Saved entries:
- Opening Delimiter -
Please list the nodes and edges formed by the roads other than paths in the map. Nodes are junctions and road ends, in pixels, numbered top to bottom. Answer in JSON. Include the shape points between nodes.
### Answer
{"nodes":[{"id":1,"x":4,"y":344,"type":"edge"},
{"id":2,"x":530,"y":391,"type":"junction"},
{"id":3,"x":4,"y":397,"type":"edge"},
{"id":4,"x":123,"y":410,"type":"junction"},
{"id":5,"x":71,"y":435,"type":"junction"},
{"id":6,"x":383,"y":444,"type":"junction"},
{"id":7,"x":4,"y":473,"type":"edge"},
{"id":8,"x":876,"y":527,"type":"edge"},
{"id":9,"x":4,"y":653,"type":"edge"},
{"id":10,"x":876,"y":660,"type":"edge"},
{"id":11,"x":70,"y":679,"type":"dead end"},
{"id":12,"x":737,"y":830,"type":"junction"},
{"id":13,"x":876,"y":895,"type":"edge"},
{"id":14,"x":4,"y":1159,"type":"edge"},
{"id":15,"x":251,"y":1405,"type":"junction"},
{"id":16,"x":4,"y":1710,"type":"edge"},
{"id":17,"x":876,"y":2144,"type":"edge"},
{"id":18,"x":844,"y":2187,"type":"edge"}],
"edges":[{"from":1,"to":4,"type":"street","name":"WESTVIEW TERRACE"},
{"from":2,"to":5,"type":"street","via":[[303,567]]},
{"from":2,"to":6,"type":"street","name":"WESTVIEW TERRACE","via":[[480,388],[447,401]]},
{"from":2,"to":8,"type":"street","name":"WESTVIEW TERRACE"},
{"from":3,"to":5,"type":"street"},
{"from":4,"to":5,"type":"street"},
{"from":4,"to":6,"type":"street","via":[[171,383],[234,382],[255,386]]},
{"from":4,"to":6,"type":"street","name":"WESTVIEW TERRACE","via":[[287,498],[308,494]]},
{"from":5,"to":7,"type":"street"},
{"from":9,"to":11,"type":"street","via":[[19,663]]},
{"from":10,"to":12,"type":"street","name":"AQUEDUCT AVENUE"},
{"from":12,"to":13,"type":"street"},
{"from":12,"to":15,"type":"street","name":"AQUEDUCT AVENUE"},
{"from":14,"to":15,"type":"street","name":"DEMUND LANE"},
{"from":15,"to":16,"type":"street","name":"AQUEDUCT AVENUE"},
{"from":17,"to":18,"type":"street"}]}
- Closing Delimiter -
Each line of the data that includes "Answer" should be copied.

▶ OUTPUT FOR THIS TASK
Please list the nodes and edges formed by the roads other than paths in the map. Nodes are junctions and road ends, in pixels, numbered top to bottom. Answer in JSON. Include the shape points between nodes.
### Answer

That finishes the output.